Pose landmark coordinates:
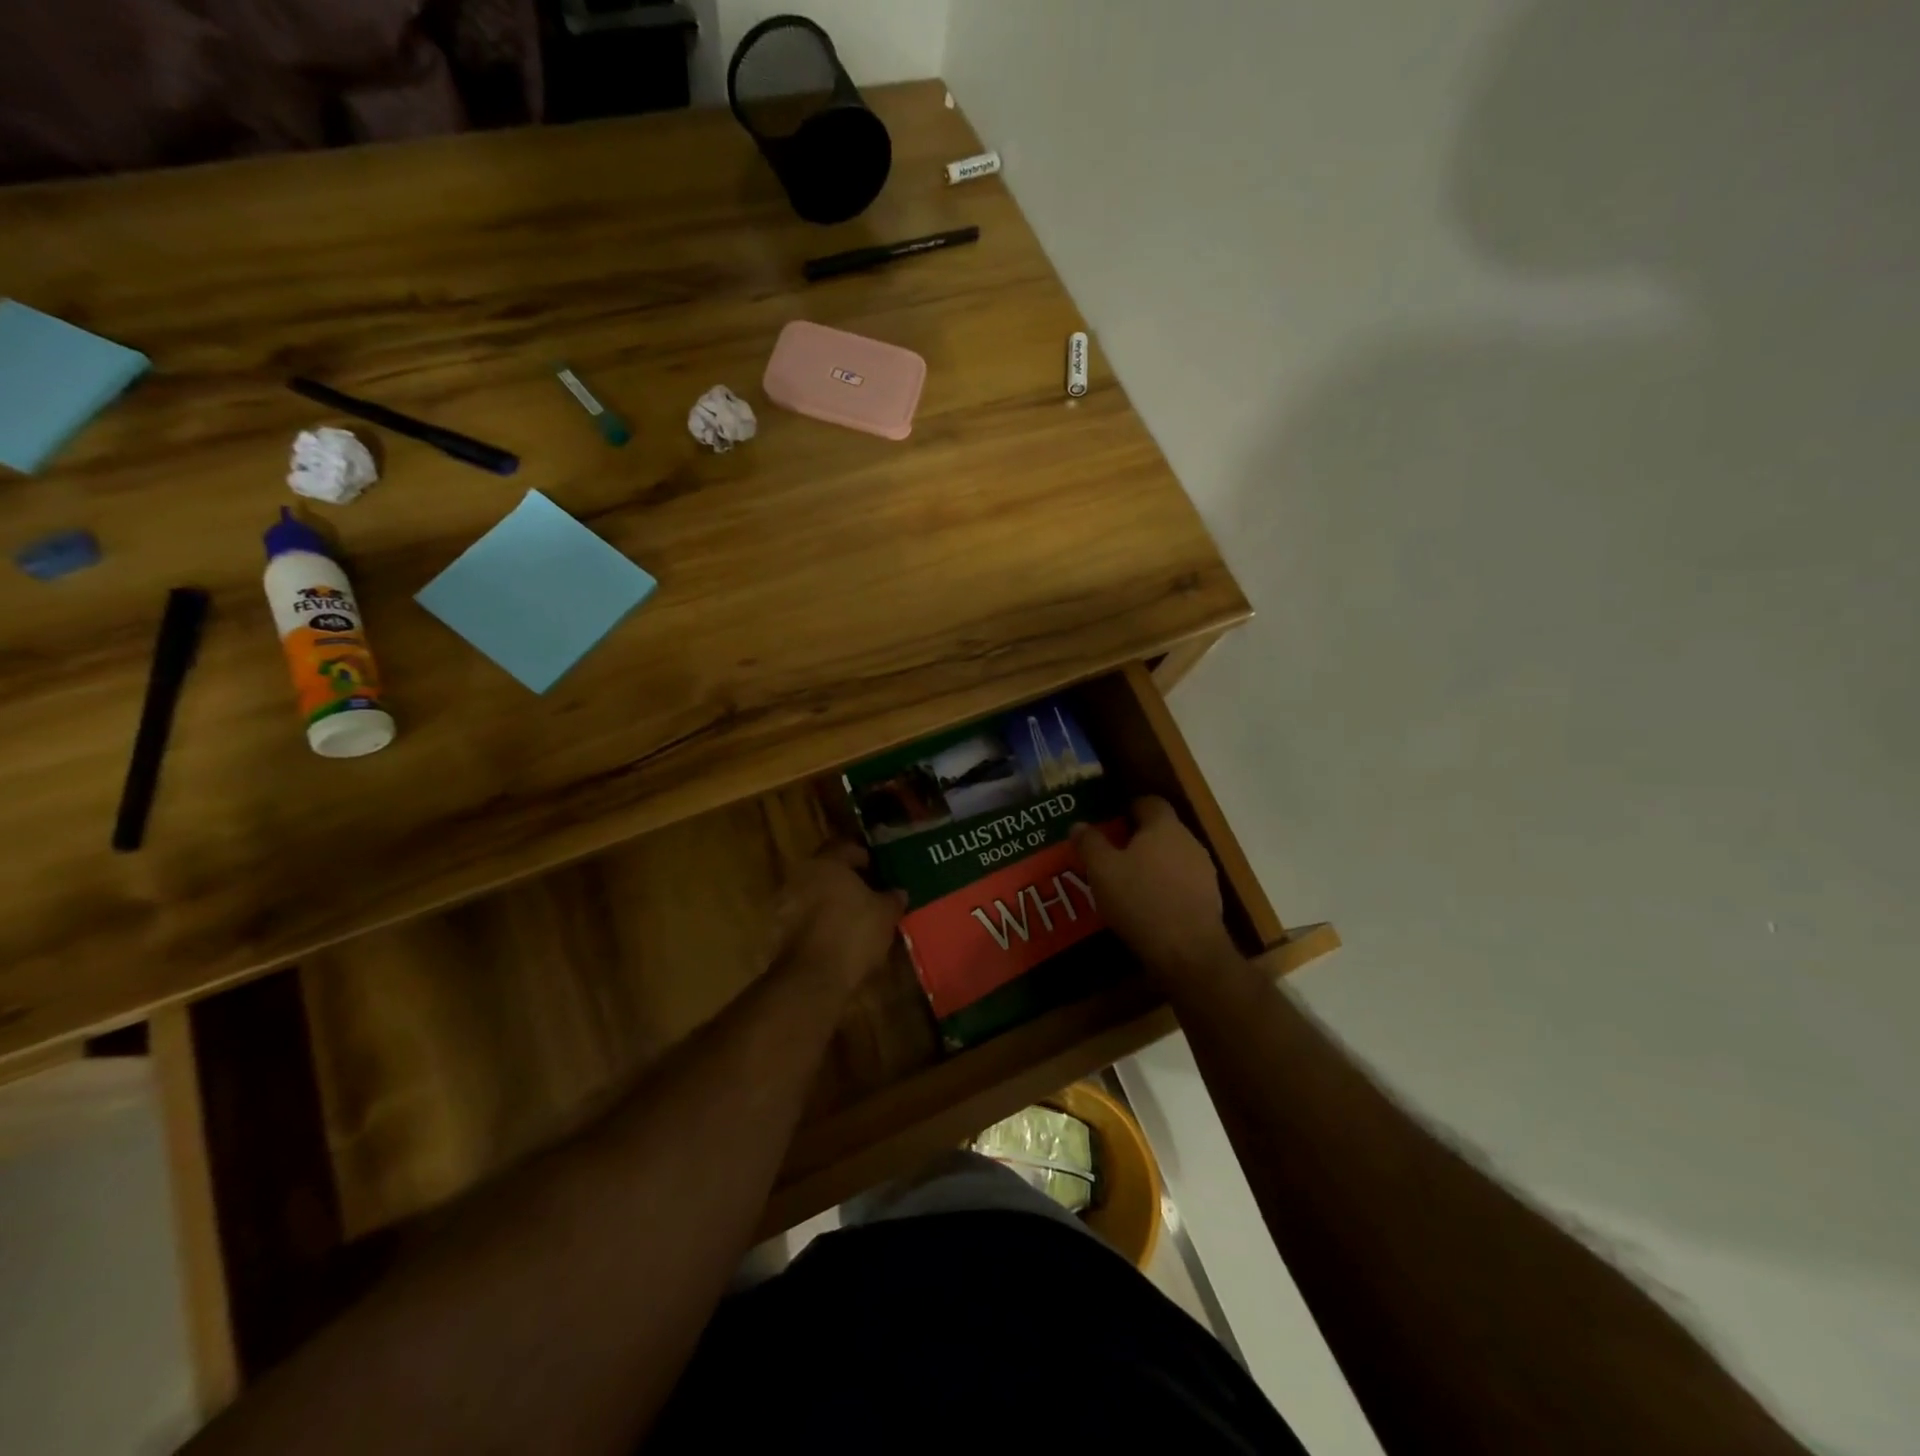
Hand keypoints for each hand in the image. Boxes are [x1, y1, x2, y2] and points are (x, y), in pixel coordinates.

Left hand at [769, 842, 907, 994]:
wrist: (813, 978)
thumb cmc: (854, 933)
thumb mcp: (886, 914)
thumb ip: (892, 898)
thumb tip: (897, 892)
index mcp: (827, 862)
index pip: (847, 847)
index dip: (865, 856)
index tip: (879, 868)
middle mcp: (801, 876)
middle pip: (827, 871)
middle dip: (847, 880)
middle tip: (869, 891)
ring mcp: (786, 904)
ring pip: (814, 895)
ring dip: (831, 902)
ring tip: (855, 916)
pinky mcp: (779, 931)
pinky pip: (805, 918)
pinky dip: (820, 922)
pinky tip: (839, 935)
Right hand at [1073, 797, 1234, 981]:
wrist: (1188, 952)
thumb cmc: (1140, 900)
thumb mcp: (1102, 871)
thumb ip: (1090, 844)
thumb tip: (1078, 825)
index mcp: (1164, 826)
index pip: (1150, 802)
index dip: (1130, 808)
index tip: (1112, 821)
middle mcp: (1189, 841)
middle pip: (1163, 830)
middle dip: (1139, 839)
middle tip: (1112, 855)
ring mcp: (1204, 871)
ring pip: (1174, 858)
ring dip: (1154, 865)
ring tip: (1128, 884)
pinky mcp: (1210, 900)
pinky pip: (1183, 883)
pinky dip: (1166, 889)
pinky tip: (1148, 908)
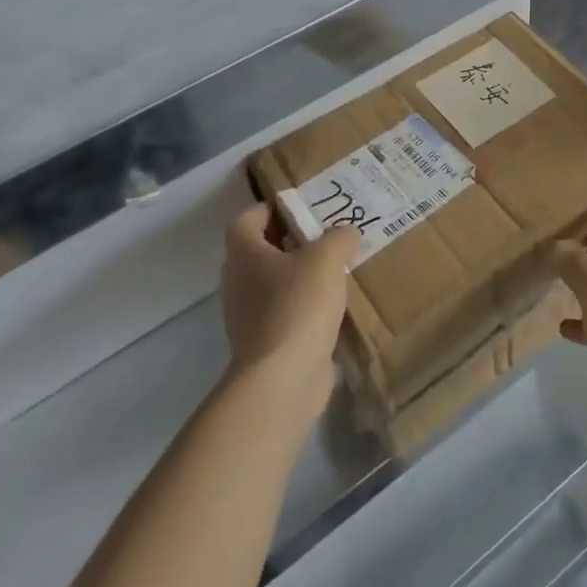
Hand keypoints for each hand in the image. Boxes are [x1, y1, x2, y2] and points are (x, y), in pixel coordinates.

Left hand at [220, 204, 356, 427]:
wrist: (283, 380)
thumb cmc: (297, 306)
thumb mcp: (326, 257)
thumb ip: (338, 237)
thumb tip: (346, 234)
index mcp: (245, 255)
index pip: (247, 219)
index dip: (271, 208)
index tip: (303, 207)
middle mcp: (239, 283)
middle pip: (262, 251)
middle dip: (293, 241)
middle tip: (328, 235)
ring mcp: (249, 317)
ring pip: (276, 284)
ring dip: (302, 276)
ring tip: (337, 269)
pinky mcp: (267, 344)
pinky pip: (287, 314)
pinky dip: (307, 308)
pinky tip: (335, 307)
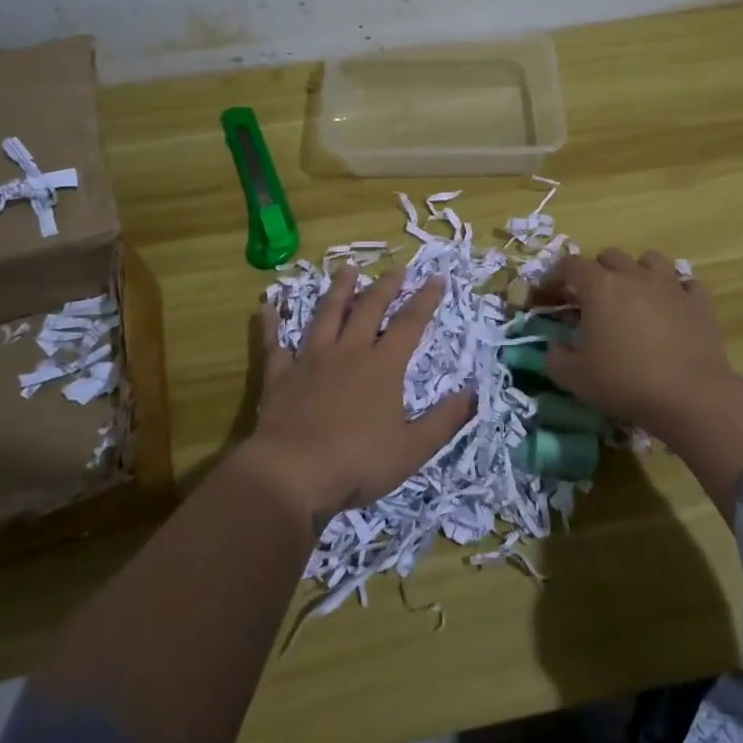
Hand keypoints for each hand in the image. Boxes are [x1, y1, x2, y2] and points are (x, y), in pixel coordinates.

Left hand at [246, 267, 472, 535]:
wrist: (292, 473)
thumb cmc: (358, 463)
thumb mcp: (413, 449)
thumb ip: (445, 420)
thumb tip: (474, 392)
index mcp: (383, 366)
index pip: (410, 323)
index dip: (425, 299)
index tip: (437, 277)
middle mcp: (348, 352)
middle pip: (369, 309)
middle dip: (386, 286)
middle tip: (397, 268)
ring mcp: (311, 359)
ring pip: (327, 315)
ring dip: (339, 290)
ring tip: (347, 268)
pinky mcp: (281, 374)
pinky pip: (274, 343)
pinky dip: (271, 323)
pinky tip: (267, 305)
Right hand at [537, 250, 742, 510]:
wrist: (690, 397)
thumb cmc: (625, 382)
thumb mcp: (575, 377)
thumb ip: (555, 358)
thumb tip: (554, 347)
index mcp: (600, 287)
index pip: (570, 265)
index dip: (554, 277)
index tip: (548, 297)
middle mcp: (634, 276)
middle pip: (609, 256)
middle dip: (595, 272)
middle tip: (591, 299)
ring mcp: (671, 286)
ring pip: (650, 259)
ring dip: (636, 271)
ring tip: (633, 295)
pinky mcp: (700, 302)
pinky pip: (686, 282)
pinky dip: (675, 290)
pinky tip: (671, 308)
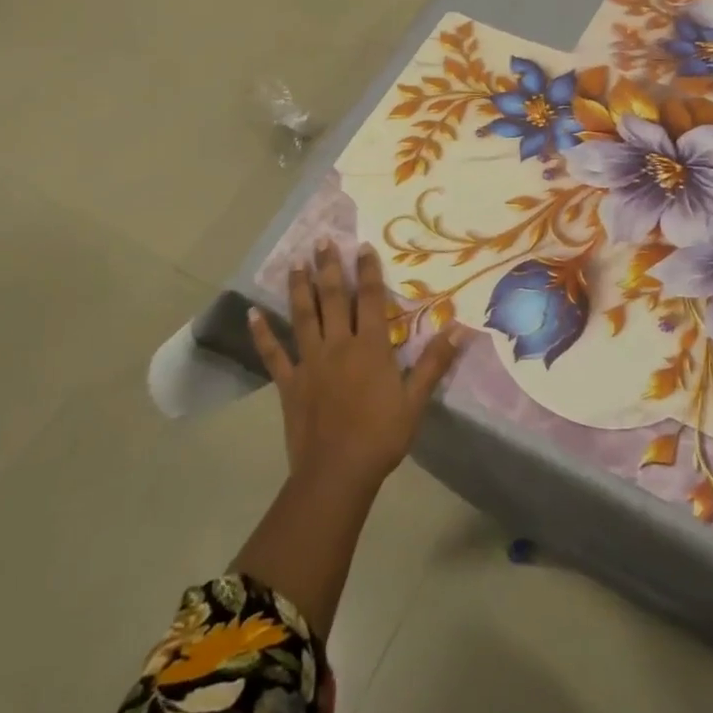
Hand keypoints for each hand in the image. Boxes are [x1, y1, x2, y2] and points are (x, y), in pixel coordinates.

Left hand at [249, 242, 464, 494]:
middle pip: (332, 298)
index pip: (369, 299)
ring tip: (295, 262)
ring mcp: (310, 361)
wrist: (337, 472)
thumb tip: (460, 329)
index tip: (362, 246)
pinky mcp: (289, 382)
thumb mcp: (415, 401)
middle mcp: (337, 345)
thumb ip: (434, 363)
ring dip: (299, 288)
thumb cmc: (381, 436)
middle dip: (328, 267)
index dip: (367, 271)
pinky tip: (252, 314)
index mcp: (369, 347)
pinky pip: (273, 353)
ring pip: (303, 316)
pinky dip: (262, 333)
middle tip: (322, 240)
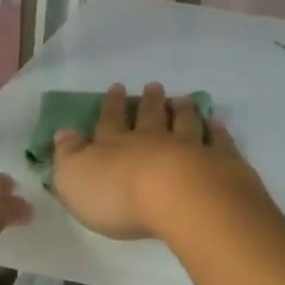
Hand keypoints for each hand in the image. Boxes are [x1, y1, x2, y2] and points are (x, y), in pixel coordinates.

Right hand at [50, 83, 270, 241]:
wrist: (180, 198)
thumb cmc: (119, 194)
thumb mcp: (75, 178)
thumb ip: (68, 156)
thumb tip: (63, 134)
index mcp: (116, 145)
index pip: (111, 121)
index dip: (112, 105)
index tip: (117, 88)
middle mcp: (153, 140)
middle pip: (151, 117)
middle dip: (150, 102)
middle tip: (153, 86)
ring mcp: (190, 147)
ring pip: (185, 123)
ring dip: (183, 110)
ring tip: (183, 100)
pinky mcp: (221, 162)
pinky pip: (218, 141)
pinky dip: (217, 131)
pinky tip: (217, 124)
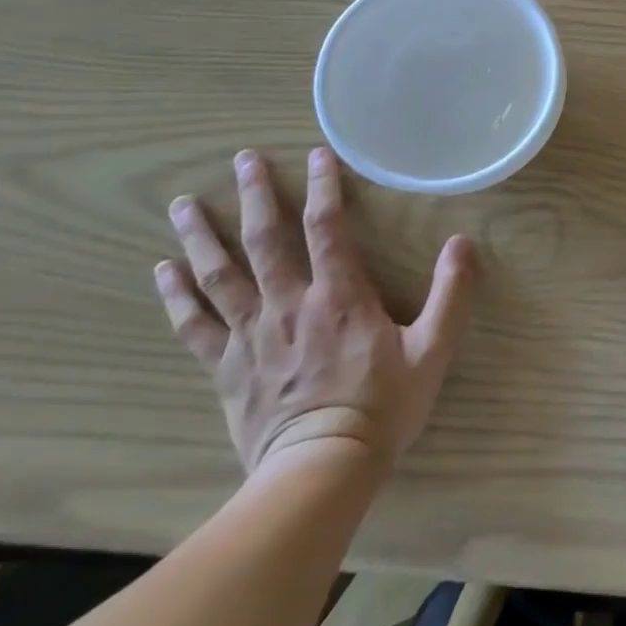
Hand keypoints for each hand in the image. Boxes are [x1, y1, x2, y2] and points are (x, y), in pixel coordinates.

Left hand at [155, 147, 477, 477]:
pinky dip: (177, 295)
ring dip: (201, 235)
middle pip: (265, 240)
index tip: (317, 154)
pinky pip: (195, 324)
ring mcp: (252, 335)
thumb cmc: (383, 406)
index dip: (323, 187)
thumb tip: (463, 242)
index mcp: (340, 296)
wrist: (321, 472)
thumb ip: (451, 293)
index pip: (327, 228)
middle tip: (241, 159)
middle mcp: (289, 305)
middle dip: (254, 196)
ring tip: (182, 204)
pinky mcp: (227, 367)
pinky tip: (162, 270)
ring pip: (220, 275)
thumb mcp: (434, 348)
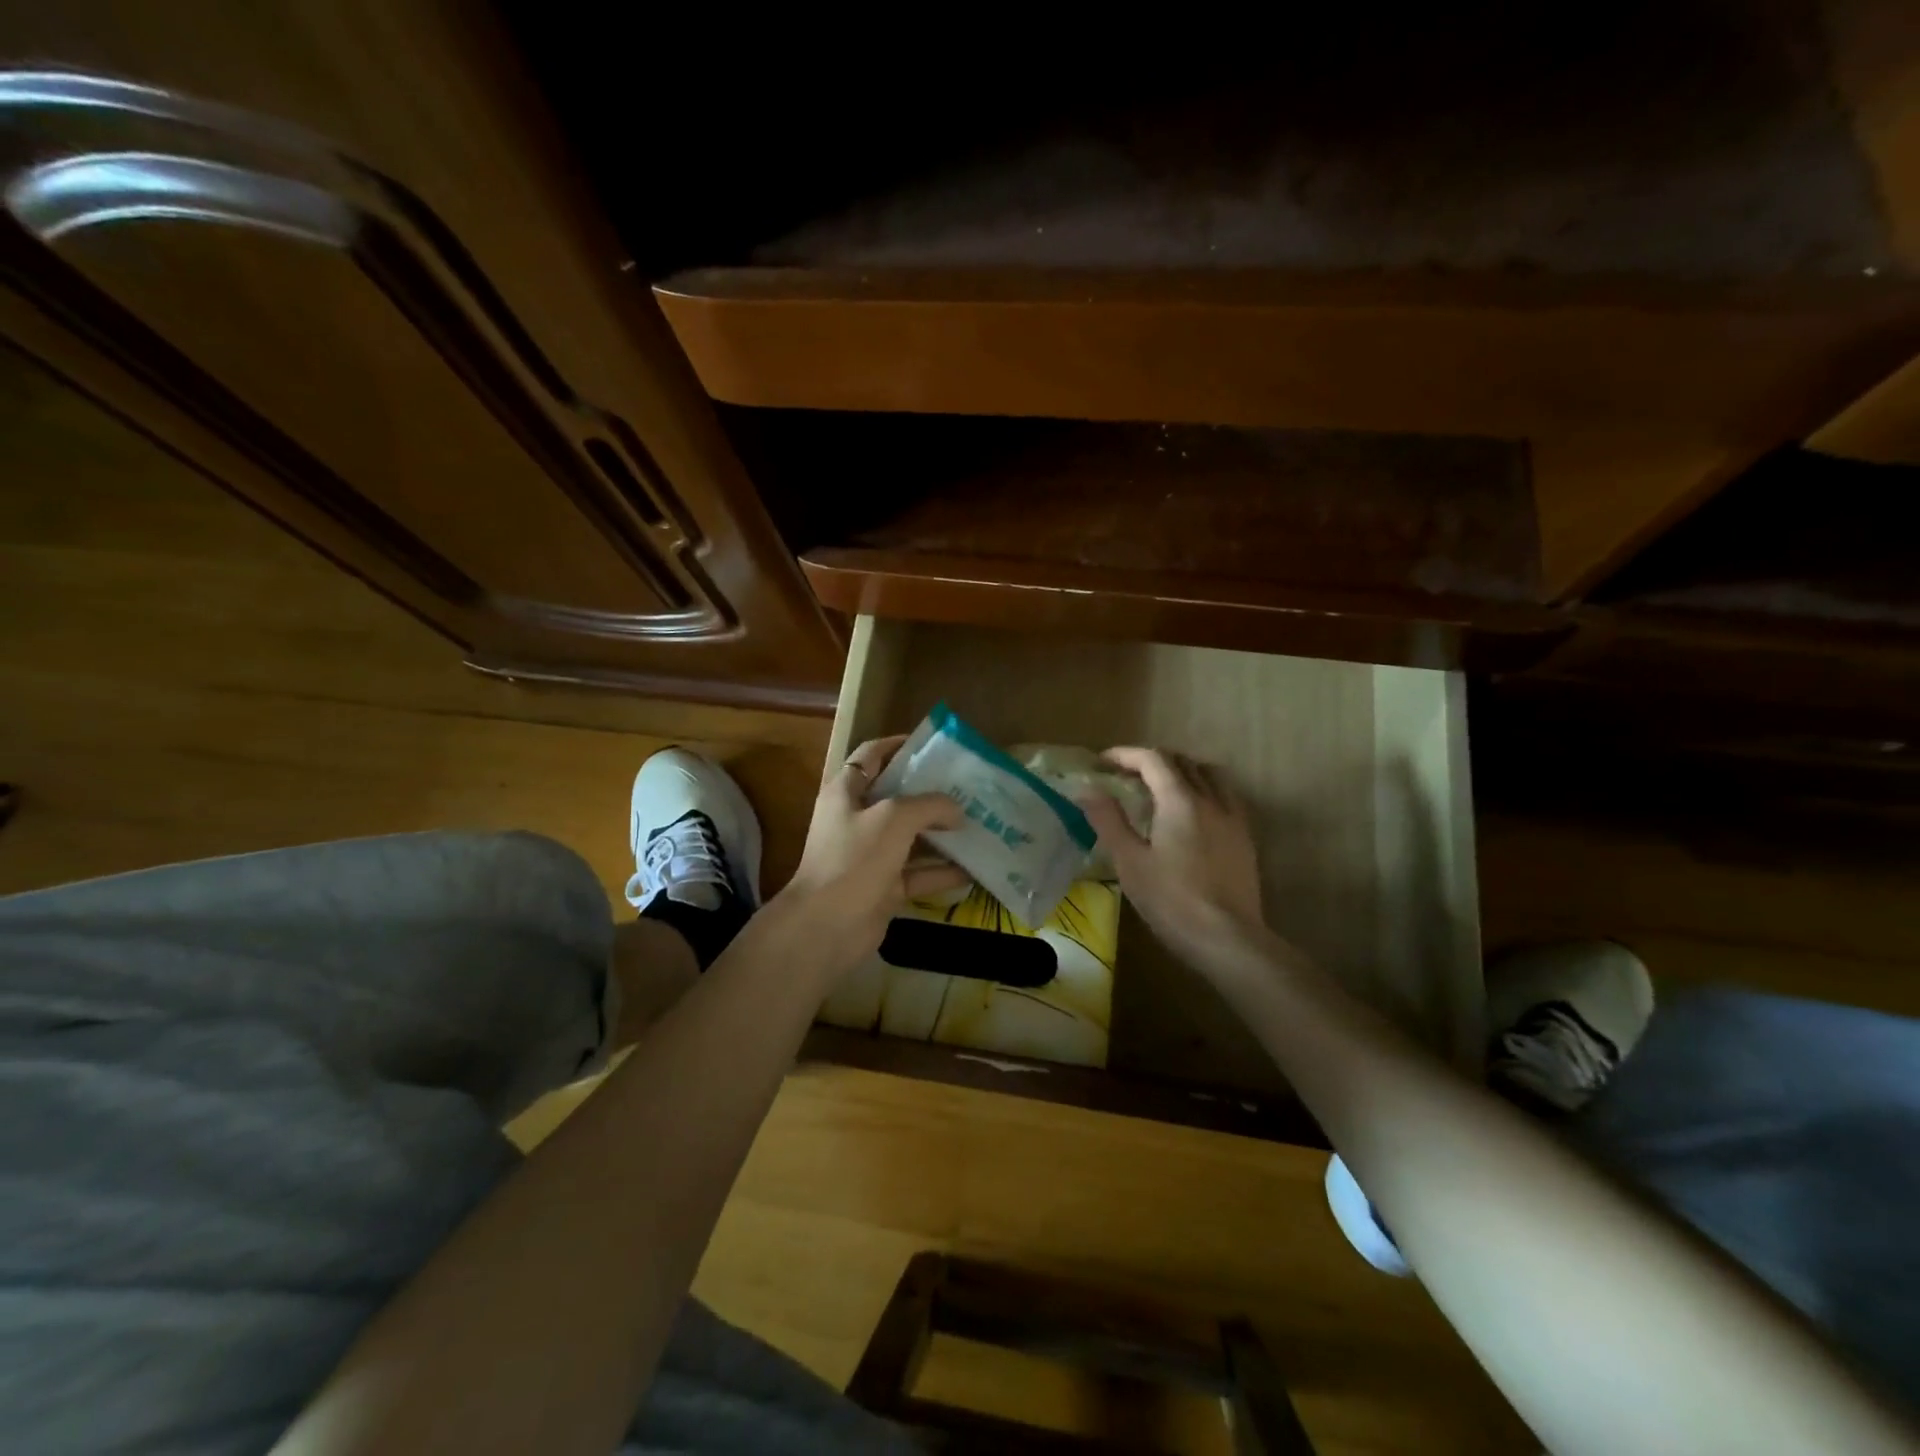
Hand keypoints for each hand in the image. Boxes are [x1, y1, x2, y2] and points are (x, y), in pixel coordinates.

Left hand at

Instructions for the task:
Wherever "Left" turns up in the records, copy the whole line.

Result of the exercise:
Left hand at [769, 842, 907, 994]:
Left hand at [220, 204, 356, 427]:
Left hand at [246, 267, 472, 535]:
Left hand at [249, 242, 464, 494]:
Left hand at [155, 147, 477, 477]:
Left hand at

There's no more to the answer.